From 66505b64a5f26094b9b037c9777fec2706b2e5ad Mon Sep 17 00:00:00 2001
From: Kurt Mohler <kmohler@quansight.com>
Date: Mon, 12 Oct 2020 18:26:07 -0700
Subject: [PATCH] Fix incorrect CUDA `torch.nn.Embedding` result when max_norm
 is not None and indices are not sorted (#45248)

Summary:
Sorting indices before calling `thrust::unique` fixes the issue.
Fixes https://github.com/pytorch/pytorch/issues/44792

Pull Request resolved: https://github.com/pytorch/pytorch/pull/45248

Reviewed By: mruberry

Differential Revision: D24194696

Pulled By: ngimel

fbshipit-source-id: ab59ef9d46b9917b1417bab25f80ce9780f0c930
---
 aten/src/ATen/native/cuda/Embedding.cu |  5 +----
 test/test_nn.py                        | 17 +++++++++++++++++
 2 files changed, 18 insertions(+), 4 deletions(-)

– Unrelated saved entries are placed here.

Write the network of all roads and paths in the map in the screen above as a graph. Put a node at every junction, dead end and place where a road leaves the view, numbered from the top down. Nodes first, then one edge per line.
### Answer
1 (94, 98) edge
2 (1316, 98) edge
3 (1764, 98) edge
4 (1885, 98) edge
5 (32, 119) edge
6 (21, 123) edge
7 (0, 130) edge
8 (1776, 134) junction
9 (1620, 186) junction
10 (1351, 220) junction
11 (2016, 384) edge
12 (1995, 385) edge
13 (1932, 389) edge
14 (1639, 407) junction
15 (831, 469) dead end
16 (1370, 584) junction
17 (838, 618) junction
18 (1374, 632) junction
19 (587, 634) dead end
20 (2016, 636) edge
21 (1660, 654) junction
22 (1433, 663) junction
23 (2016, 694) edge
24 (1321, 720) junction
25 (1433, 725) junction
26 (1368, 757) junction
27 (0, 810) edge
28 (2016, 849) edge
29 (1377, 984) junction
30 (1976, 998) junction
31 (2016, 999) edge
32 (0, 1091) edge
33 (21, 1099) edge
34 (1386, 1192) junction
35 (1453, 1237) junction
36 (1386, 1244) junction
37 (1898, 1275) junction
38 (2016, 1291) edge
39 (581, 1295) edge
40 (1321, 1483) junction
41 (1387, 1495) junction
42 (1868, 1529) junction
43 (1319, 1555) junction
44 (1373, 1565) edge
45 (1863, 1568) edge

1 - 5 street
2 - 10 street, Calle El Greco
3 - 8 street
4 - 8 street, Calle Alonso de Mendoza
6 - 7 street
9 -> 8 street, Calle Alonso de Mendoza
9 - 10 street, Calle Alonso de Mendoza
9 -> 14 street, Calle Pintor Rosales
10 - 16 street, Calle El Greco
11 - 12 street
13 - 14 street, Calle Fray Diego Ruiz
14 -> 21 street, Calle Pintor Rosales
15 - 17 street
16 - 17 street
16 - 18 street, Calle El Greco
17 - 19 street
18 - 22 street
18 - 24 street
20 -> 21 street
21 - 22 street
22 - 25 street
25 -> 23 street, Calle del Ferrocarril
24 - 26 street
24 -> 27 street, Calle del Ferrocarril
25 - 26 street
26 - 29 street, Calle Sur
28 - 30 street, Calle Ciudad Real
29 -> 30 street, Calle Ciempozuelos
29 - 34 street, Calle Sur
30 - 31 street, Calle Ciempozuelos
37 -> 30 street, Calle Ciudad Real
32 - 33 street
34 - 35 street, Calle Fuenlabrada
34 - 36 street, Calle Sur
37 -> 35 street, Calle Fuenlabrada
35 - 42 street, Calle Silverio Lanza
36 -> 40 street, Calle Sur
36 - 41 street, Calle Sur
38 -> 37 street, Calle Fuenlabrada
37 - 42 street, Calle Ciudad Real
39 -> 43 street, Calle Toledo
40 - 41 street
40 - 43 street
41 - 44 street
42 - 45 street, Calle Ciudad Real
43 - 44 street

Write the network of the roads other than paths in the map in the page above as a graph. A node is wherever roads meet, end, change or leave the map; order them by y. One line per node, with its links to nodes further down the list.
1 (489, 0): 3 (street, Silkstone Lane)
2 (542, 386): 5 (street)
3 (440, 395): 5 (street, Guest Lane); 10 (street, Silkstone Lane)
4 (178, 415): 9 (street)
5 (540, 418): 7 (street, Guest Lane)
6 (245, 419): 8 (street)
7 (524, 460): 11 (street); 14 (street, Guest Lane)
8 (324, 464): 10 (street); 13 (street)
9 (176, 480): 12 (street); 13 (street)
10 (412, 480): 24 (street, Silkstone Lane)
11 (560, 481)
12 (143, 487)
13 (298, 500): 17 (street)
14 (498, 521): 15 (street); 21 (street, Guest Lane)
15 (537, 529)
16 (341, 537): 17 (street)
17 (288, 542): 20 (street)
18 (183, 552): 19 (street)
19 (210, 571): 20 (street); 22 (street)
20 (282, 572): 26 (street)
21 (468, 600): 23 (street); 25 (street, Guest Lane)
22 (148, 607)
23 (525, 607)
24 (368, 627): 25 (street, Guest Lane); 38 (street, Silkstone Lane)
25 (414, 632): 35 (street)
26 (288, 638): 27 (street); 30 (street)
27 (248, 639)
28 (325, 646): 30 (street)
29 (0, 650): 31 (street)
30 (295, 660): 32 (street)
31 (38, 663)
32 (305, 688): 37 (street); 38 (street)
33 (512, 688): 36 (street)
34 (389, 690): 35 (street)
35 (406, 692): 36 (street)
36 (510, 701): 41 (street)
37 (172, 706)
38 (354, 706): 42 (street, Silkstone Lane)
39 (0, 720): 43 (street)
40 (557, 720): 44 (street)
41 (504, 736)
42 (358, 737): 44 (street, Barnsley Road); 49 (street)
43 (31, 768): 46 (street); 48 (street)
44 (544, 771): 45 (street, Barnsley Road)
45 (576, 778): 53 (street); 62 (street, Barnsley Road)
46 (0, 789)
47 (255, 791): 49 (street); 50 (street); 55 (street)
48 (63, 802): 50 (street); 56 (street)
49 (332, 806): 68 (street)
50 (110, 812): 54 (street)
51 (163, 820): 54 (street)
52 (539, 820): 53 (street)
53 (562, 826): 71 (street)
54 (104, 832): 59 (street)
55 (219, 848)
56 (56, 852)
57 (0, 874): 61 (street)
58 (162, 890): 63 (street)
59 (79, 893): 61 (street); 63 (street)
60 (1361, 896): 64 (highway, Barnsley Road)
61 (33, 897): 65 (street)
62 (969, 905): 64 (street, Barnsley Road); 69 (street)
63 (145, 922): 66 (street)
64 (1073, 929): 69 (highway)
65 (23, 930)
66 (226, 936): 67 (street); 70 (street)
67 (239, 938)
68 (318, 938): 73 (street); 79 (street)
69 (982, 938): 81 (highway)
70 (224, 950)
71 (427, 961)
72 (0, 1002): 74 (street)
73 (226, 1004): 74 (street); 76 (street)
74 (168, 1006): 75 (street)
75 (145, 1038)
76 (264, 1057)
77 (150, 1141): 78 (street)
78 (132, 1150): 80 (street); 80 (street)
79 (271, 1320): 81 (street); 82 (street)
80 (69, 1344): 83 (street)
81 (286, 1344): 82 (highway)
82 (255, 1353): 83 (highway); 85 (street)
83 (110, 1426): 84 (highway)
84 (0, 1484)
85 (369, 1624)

diff --git a/aten/src/ATen/native/cuda/Embedding.cu b/aten/src/ATen/native/cuda/Embedding.cu
index 365db61d06c0..dbf968084e6e 100644
--- a/aten/src/ATen/native/cuda/Embedding.cu
+++ b/aten/src/ATen/native/cuda/Embedding.cu
@@ -344,12 +344,9 @@ Tensor & embedding_renorm_cuda_(Tensor & self, const Tensor & indices,
   using device_ptr = thrust::device_ptr<int64_t>;
 
   auto num_indices = indices.numel();
-  auto indices_contig = indices.contiguous();
+  auto indices_contig = std::get<0>(indices.sort()).contiguous();
   auto indices_data = device_ptr(indices_contig.data_ptr<int64_t>());
 
-  // FIXME: thrust::unique only removes consecutive elements that are equal.
-  // We have race conditions when indices contain duplicates which are not
-  // adjacent
   auto unique_indices = at::empty(indices.numel(), indices.options());
   auto unique_data = device_ptr(unique_indices.data_ptr<int64_t>());
   auto end = thrust::unique_copy(policy, indices_data, indices_data + num_indices, unique_data);
diff --git a/test/test_nn.py b/test/test_nn.py
index ccf4ea7aa8d1..2f1a1d9e49a0 100644
--- a/test/test_nn.py
+++ b/test/test_nn.py
@@ -2954,6 +2954,23 @@ def test_threshold_int(self):
         expected = torch.tensor([99, 99, 99, 99, 1, 2, 3])
         self.assertEqual(F.threshold(x, 0, 99), expected)
 
+    @unittest.skipIf(not TEST_CUDA, "CUDA unavailable")
+    def test_embedding_max_norm_unsorted_repeating_indices(self):
+        def create_embedding(device):
+            # Seed RNG so we get the same Embedding each time
+            torch.manual_seed(0)
+            return torch.nn.Embedding(
+                num_embeddings=20,
+                embedding_dim=64,
+                max_norm=1.0).to(device)
+
+        ix = torch.arange(2, device='cpu', dtype=torch.long).repeat(2000)
+        out_cpu = create_embedding('cpu')(ix)
+
+        ix = ix.to('cuda')
+        out = create_embedding('cuda')(ix)
+        self.assertEqual(out.cpu(), out_cpu)
+
     def test_embedding_sparse_basic(self):
         embedding = nn.Embedding(10, 20, sparse=True)
         input = torch.tensor([[0, 2, 4, 5], [4, 3, 0, 9]], dtype=torch.long)